The Bank of England today launched a scheme to allow banks to temporarily swap their high quality MBS and other securities for U.K. Treasury Bills. It said that the overhang of these assets has stretched the financial position of banks. Consequently, this made them more reluctant to make new loans even to each other.
Under the scheme, banks can swap illiquid assets of sufficiently high quality for Treasury Bills. Responsibility for losses on their loans, however, stays with the banks.
“The Bank of England’s Special Liquidity Scheme is designed to improve the liquidity position of the banking system and raise confidence in financial markets while ensuring that the risk of losses on the loans they have made remains with the banks,” said Mervyn King, governor of the Bank of England.
Banks will be able to enter into new long-term asset swaps at any point during a six-month window beginning today. Each swap will be for a period of one year and might be renewed for a total of up to three years. After that, the scheme will close. During the lifetime of an asset swap, banks will be required to pay a fee based on the three-month London interbank interest rate (Libor). The debt management office will supply the Bank of England with the necessary Treasury Bills. Banks will be able to swap for those Bills a range of high-quality assets, including trple-A-rated securities backed by U.K. and European residential mortgages.

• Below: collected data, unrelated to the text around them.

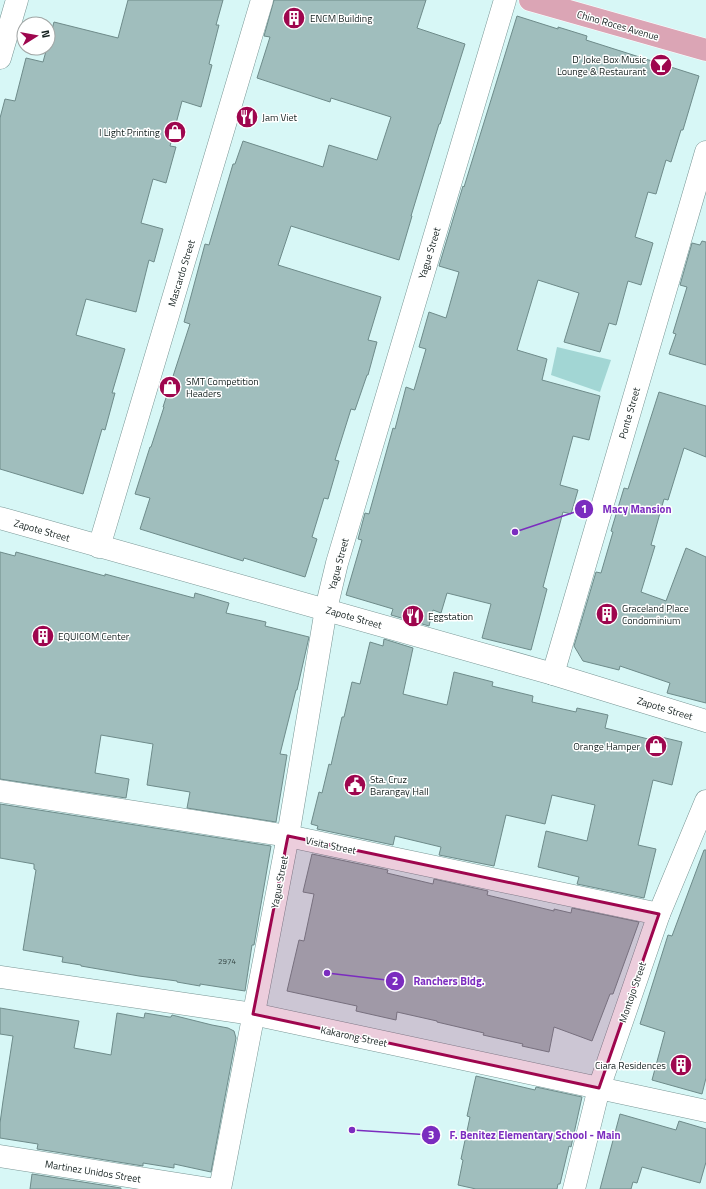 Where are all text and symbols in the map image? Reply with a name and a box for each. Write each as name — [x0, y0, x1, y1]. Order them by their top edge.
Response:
building icon: ENCM Building — [281, 5, 307, 31]
street label: Chino Roces Avenue — [575, 7, 661, 44]
place label: ENCM Building — [310, 11, 372, 26]
north arrow — [16, 16, 56, 56]
text: N — [37, 29, 54, 39]
place label: D' Joke Box Music Lounge & Restaurant — [557, 52, 646, 79]
bar icon: D' Joke Box Music Lounge & Restaurant — [648, 52, 674, 78]
restaurant icon: Jam Viet — [234, 104, 260, 130]
place label: Jam Viet — [262, 110, 297, 125]
shop icon: I Light Printing — [162, 119, 188, 145]
place label: I Light Printing — [99, 125, 160, 140]
street label: Yague Street — [415, 225, 445, 281]
street label: Mascardo Street — [164, 237, 199, 308]
shop icon: SMT Competition Headers — [157, 374, 183, 400]
place label: SMT Competition Headers — [186, 374, 259, 401]
street label: Ponte Street — [615, 385, 644, 441]
callout: Macy Mansion — [574, 497, 679, 520]
text: 1 — [581, 499, 587, 518]
text: Macy Mansion — [603, 501, 672, 517]
street label: Zapote Street — [12, 515, 72, 546]
street label: Yague Street — [324, 536, 353, 592]
building icon: Graceland Place Condominium — [594, 601, 620, 627]
place label: Graceland Place Condominium — [622, 601, 689, 628]
street label: Zapote Street — [324, 602, 384, 633]
restaurant icon: Eggstation — [400, 603, 426, 629]
place label: Eggstation — [428, 609, 473, 624]
building icon: EQUICOM Center — [30, 623, 56, 649]
place label: EQUICOM Center — [58, 629, 130, 644]
street label: Zapote Street — [635, 693, 695, 724]
shop icon: Orange Hamper — [643, 733, 669, 759]
place label: Orange Hamper — [573, 739, 641, 754]
public building icon: Sta. Cruz Barangay Hall — [342, 772, 368, 798]
place label: Sta. Cruz Barangay Hall — [370, 772, 429, 799]
street label: Visita Street — [304, 833, 358, 858]
street label: Yague Street — [267, 854, 292, 910]
house number: 2974 — [218, 955, 236, 967]
street label: Montojo Street — [615, 959, 650, 1024]
callout: Ranchers Bldg. — [385, 970, 492, 993]
text: 2 — [392, 971, 398, 990]
text: Ranchers Bldg. — [413, 973, 485, 989]
street label: Kakarong Street — [319, 1022, 389, 1051]
building icon: Ciara Residences — [668, 1052, 694, 1078]
place label: Ciara Residences — [595, 1058, 666, 1073]
callout: F. Benitez Elementary School - Main — [421, 1124, 628, 1147]
text: 3 — [428, 1125, 434, 1144]
text: F. Benitez Elementary School - Main — [450, 1127, 620, 1143]
street label: Martinez Unidos Street — [44, 1157, 142, 1187] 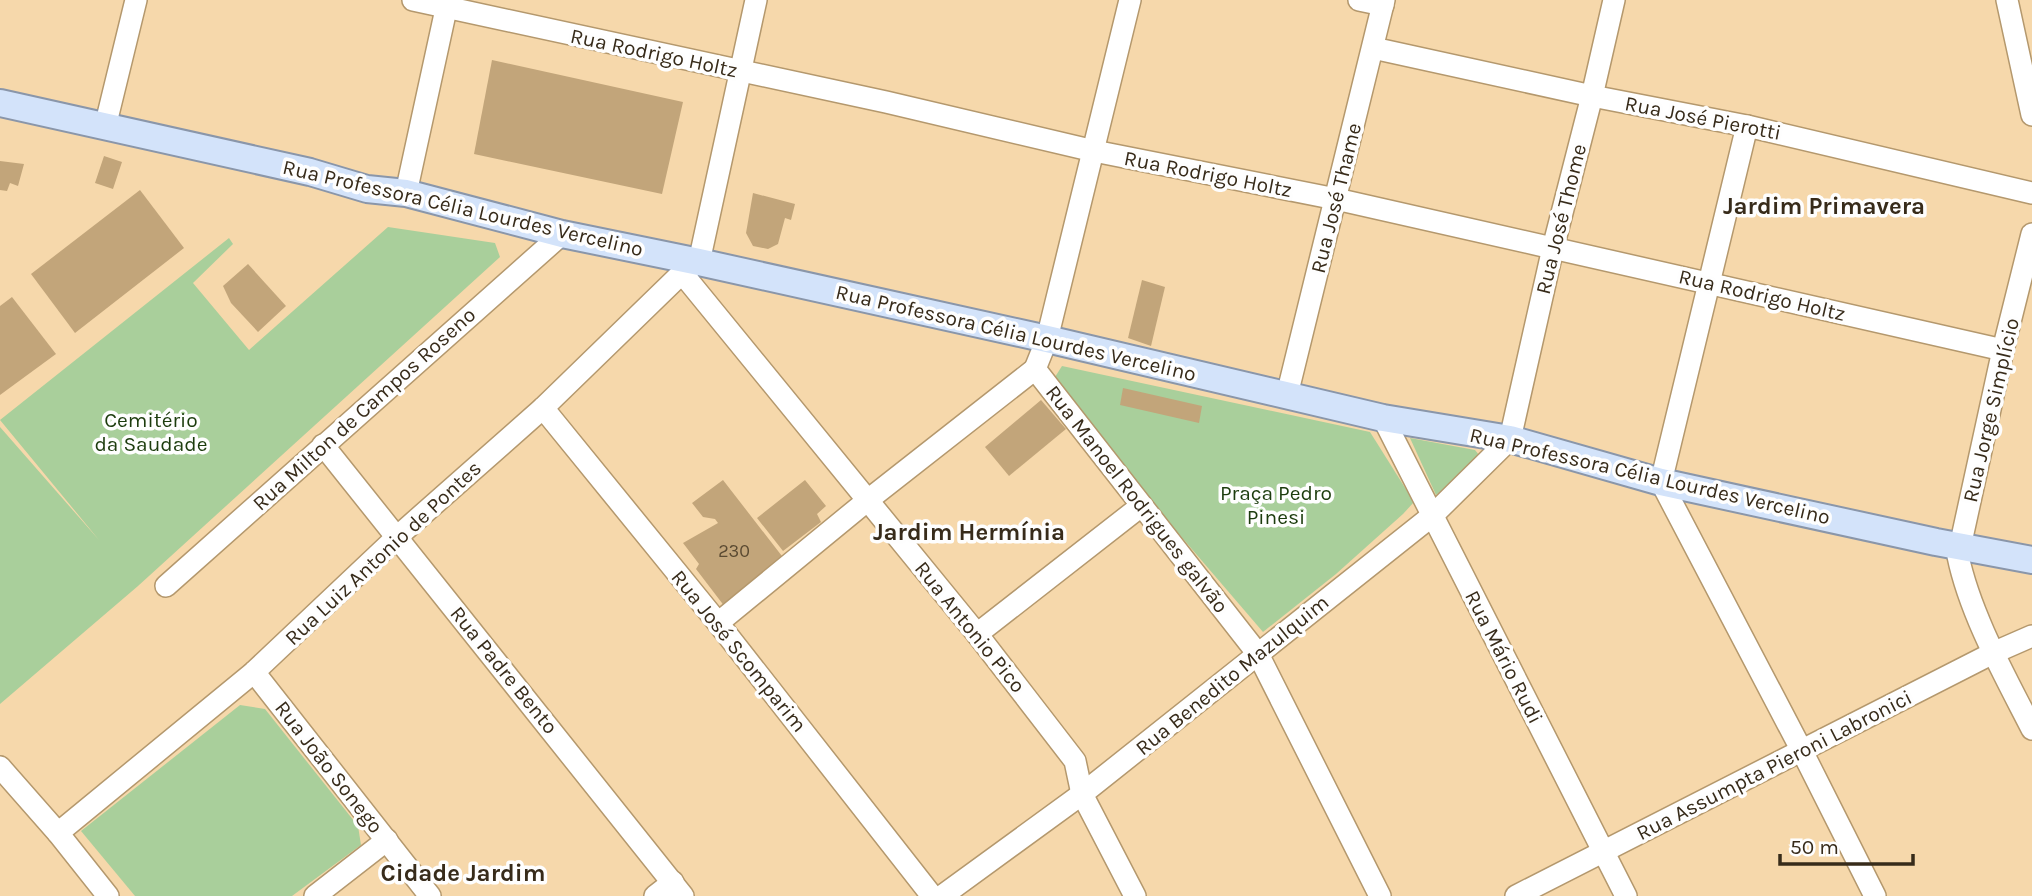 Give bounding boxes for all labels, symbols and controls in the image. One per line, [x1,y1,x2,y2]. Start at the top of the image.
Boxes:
street label: Rua Rodrigo Holtz [568,24,740,82]
street label: Rua José Pierotti [1623,91,1783,145]
street label: Rua José Thame [1306,120,1366,276]
street label: Rua José Thome [1531,141,1591,297]
street label: Rua Rodrigo Holtz [1122,146,1294,202]
street label: Rua Professora Célia Lourdes Vercelino [280,155,646,261]
district label: Jardim Primavera [1723,192,1925,220]
street label: Rua Rodrigo Holtz [1676,264,1848,326]
street label: Rua Professora Célia Lourdes Vercelino [833,280,1199,386]
street label: Rua Milton de Campos Roseno [248,303,480,515]
street label: Rua Jorge Simplício [1958,315,2024,505]
street label: Rua Manoel Rodrigues galvão [1041,380,1233,618]
park label: Cemitério da Saudade [94,408,208,456]
street label: Rua Professora Célia Lourdes Vercelino [1467,423,1833,529]
street label: Rua Luiz Antonio de Pontes [280,456,486,650]
park label: Praça Pedro Pinesi [1220,481,1332,529]
district label: Jardim Hermínia [873,518,1065,546]
house number: 230 [718,540,750,562]
street label: Rua Antonio Pico [910,557,1030,697]
street label: Rua José Scomparim [666,565,812,737]
street label: Rua Mário Rudi [1460,586,1548,728]
street label: Rua Benedito Mazulquim [1131,590,1333,760]
street label: Rua Padre Bento [445,601,563,739]
street label: Rua Assumpta Pieroni Labronici [1632,685,1916,845]
street label: Rua João Sonego [270,696,388,838]
scale bar [1780,822,1913,866]
text: 50 m [1790,835,1839,859]
district label: Cidade Jardim [381,859,545,887]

Eligible securities must have been held on balance sheet at end December 2007 or be backed by loans held on balance sheet at this date. "This seems to effectively prevent any institution not able to access Bank of England facilities directly, accessing this facility via other banks," Royal Bank of Scotland analysts said. "For master trusts where collateral may include loans originated after this date, 100% of the value of the securities/loans at the end of December will be eligible for the first year, falling to two-thirds in year two, and one-third in year three."
Usage of the scheme will depend on market conditions, but the Bank of England said that discussions with banks suggest that use of the scheme is initially likely to be around £50 billion ($99.3 billion).